Transtornos relacionados à tecnologia: quando a conexão constante começa a afetar a saúde mental
- Vanessa Alencar
- há 1 dia
- 3 min de leitura

A tecnologia faz parte da vida moderna. Ela aproxima pessoas, facilita o trabalho, amplia o acesso à informação e oferece entretenimento imediato. O problema não está no uso em si, mas na forma como ele passa a ocupar espaço demais na rotina. Quando a necessidade de estar sempre conectado gera ansiedade, perda de controle ou prejuízos à vida pessoal e profissional, a tecnologia deixa de ser aliada e passa a impactar a saúde mental.
Os transtornos relacionados à tecnologia não se resumem a “excesso de celular”. Eles envolvem padrões de comportamento marcados por uso compulsivo, dificuldade de desconexão, dependência emocional de dispositivos e sofrimento quando o acesso é interrompido. O cérebro, especialmente sensível a recompensas rápidas, responde a notificações, curtidas e novidades com liberação de dopamina, reforçando o desejo de repetir o comportamento. Com o tempo, isso pode alterar a capacidade de atenção, regulação emocional e tolerância ao tédio.
Entre os quadros mais discutidos estão o uso problemático de internet, a dependência de redes sociais, o transtorno por jogos eletrônicos e a nomofobia — medo intenso de ficar sem o celular ou sem acesso à internet. Embora nem todos estejam formalmente classificados como transtornos mentais em manuais diagnósticos, seus impactos funcionais são reais e bem documentados pela literatura científica.
Os sinais costumam surgir de forma gradual. A pessoa passa a checar o celular repetidamente, perde a noção do tempo online, sente irritação ou ansiedade quando não pode acessar dispositivos e começa a negligenciar sono, alimentação, estudos, trabalho ou relações presenciais. Em muitos casos, a tecnologia se torna uma estratégia de escape emocional, usada para aliviar tédio, solidão, estresse ou desconfortos internos.
O impacto no sono é um dos primeiros a aparecer. O uso excessivo de telas, especialmente à noite, interfere no ritmo circadiano e na produção de melatonina, dificultando o início e a manutenção do sono. Além disso, a estimulação constante mantém o cérebro em estado de alerta, prejudicando o descanso. Esse ciclo de privação de sono tende a intensificar sintomas de ansiedade, irritabilidade e dificuldade de concentração.

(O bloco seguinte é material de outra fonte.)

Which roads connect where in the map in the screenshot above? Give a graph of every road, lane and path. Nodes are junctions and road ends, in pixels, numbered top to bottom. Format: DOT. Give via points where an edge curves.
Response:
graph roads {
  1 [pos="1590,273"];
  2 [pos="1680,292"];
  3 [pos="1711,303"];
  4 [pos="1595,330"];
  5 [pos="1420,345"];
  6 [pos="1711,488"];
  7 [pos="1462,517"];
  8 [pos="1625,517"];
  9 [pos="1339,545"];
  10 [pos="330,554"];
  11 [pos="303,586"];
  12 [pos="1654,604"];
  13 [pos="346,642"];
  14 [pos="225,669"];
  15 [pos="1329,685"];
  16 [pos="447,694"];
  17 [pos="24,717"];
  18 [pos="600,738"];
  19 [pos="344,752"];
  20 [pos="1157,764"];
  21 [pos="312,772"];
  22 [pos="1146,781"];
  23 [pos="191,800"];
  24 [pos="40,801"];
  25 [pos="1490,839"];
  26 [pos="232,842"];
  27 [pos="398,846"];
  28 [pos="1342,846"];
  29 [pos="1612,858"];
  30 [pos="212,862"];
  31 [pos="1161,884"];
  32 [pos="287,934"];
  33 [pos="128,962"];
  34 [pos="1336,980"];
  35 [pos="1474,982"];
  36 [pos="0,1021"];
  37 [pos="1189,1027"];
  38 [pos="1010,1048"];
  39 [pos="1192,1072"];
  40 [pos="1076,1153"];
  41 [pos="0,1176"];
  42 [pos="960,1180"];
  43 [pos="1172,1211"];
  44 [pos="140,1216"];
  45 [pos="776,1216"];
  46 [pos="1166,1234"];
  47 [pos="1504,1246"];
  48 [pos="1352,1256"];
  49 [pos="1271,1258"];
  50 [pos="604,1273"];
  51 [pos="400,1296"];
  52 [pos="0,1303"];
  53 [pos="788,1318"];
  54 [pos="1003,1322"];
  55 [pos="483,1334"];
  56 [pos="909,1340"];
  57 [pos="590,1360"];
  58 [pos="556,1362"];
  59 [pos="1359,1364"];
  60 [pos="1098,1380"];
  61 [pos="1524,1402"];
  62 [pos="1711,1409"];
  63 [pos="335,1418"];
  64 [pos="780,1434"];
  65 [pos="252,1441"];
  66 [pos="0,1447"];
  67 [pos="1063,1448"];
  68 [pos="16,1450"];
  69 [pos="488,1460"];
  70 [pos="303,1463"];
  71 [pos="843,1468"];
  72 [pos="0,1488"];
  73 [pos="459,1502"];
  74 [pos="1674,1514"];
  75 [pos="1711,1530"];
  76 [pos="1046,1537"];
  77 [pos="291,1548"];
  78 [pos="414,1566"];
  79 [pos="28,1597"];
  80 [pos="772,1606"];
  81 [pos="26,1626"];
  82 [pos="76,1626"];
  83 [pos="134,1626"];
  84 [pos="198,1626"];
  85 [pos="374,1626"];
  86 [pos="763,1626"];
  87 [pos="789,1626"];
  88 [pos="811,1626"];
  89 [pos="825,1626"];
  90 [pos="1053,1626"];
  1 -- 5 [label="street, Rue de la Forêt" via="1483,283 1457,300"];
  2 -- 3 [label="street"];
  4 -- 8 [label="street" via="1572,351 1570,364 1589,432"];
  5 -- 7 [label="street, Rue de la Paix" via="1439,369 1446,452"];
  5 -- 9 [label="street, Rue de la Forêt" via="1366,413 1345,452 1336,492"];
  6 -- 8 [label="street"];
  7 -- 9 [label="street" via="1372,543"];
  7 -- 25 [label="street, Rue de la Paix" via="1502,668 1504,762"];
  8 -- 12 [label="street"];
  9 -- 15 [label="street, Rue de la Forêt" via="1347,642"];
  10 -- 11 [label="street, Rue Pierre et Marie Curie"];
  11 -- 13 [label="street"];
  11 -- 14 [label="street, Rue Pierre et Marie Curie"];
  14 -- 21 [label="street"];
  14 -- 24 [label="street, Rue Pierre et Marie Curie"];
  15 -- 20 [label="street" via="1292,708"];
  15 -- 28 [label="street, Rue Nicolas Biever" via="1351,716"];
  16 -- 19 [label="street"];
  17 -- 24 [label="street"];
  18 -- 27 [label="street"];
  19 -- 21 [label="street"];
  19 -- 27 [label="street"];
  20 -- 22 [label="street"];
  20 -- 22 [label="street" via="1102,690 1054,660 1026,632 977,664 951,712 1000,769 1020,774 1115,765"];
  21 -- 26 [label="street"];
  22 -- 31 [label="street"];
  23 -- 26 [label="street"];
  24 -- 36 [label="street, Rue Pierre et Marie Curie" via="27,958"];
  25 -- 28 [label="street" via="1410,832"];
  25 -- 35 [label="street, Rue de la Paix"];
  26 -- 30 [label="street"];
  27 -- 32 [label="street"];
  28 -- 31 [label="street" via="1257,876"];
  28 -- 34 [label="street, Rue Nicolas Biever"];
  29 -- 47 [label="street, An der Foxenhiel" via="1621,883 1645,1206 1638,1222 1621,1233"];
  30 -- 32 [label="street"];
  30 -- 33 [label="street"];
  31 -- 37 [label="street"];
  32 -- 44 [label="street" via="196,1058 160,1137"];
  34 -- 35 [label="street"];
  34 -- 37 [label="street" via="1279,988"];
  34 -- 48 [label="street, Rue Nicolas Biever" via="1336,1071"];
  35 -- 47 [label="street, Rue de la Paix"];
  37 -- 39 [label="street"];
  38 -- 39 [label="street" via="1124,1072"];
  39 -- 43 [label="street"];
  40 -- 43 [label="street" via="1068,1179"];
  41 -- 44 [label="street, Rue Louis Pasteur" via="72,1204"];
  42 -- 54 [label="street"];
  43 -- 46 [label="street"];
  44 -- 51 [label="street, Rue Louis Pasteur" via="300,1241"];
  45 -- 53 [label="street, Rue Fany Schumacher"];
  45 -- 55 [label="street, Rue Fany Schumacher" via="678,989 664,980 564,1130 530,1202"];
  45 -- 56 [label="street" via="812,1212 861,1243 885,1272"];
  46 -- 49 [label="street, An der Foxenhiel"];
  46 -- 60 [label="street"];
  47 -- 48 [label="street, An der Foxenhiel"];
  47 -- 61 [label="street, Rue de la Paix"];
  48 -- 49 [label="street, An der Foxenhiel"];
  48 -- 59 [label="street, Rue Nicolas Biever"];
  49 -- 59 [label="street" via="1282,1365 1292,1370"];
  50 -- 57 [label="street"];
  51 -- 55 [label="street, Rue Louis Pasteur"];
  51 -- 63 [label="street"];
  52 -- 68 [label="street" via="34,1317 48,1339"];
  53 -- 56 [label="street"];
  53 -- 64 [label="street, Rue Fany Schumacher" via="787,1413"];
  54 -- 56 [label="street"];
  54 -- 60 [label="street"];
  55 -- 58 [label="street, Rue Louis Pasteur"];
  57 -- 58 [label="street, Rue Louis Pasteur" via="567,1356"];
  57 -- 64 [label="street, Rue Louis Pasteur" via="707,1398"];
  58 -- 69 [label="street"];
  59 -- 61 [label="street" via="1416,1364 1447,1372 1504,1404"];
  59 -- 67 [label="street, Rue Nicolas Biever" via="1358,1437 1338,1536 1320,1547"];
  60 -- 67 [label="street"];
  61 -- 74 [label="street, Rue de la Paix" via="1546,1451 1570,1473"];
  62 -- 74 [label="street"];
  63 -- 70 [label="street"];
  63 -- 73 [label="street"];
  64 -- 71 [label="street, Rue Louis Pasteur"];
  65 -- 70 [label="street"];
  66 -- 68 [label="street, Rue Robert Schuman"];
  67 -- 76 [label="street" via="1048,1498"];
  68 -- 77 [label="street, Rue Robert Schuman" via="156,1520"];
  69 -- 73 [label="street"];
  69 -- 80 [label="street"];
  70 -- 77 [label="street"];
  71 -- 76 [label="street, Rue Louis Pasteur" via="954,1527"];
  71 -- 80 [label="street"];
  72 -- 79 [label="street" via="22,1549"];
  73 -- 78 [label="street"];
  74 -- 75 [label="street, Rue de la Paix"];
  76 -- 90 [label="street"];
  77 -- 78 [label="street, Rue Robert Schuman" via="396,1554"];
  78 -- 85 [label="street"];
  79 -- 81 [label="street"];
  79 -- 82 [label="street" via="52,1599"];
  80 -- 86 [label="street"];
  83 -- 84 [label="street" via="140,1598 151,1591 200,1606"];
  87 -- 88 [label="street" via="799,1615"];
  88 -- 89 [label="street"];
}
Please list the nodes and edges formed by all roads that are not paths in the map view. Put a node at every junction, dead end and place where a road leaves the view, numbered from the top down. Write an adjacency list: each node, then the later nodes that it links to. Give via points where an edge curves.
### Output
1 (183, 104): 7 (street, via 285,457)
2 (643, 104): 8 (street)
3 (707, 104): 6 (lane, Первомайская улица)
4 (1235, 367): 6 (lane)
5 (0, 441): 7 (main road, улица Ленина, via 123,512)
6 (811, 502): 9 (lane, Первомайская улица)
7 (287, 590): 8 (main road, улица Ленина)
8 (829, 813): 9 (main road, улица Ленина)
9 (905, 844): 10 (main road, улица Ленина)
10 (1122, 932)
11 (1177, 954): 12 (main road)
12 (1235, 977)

Crianças e adolescentes merecem atenção especial. O cérebro em desenvolvimento é mais vulnerável a padrões compulsivos de recompensa. Estudos associam o uso excessivo de tecnologia nessa fase a dificuldades de atenção, impulsividade, problemas emocionais e prejuízos no desempenho escolar. Isso não significa demonizar a tecnologia, mas reconhecer a importância de limites claros e acompanhamento adequado.
Em adultos, o uso problemático de tecnologia está frequentemente ligado a sobrecarga de trabalho, pressão por disponibilidade constante e dificuldade de separar vida pessoal e profissional. A sensação de estar sempre “ligado” impede o descanso mental e favorece quadros de estresse crônico, burnout e ansiedade. A desconexão deixa de ser uma escolha e passa a gerar culpa ou medo de perder algo importante.
O tratamento dos transtornos relacionados à tecnologia envolve, прежде de tudo, consciência. Psicoterapia ajuda a identificar gatilhos emocionais, padrões de uso e necessidades que estão sendo supridas de forma disfuncional pelo ambiente digital. Estratégias de autorregulação, manejo do tempo de tela, reestruturação de hábitos e fortalecimento de atividades offline fazem parte do processo. Em casos associados a outros transtornos, como ansiedade ou depressão, o tratamento integrado é fundamental.
O objetivo não é eliminar a tecnologia, mas recuperar o controle sobre seu uso. Quando a relação com o digital se torna mais consciente, o tempo online deixa de competir com o sono, os vínculos afetivos e o bem-estar emocional. Estar conectado não precisa significar estar disponível o tempo todo. Cuidar da saúde mental também envolve aprender a desconectar.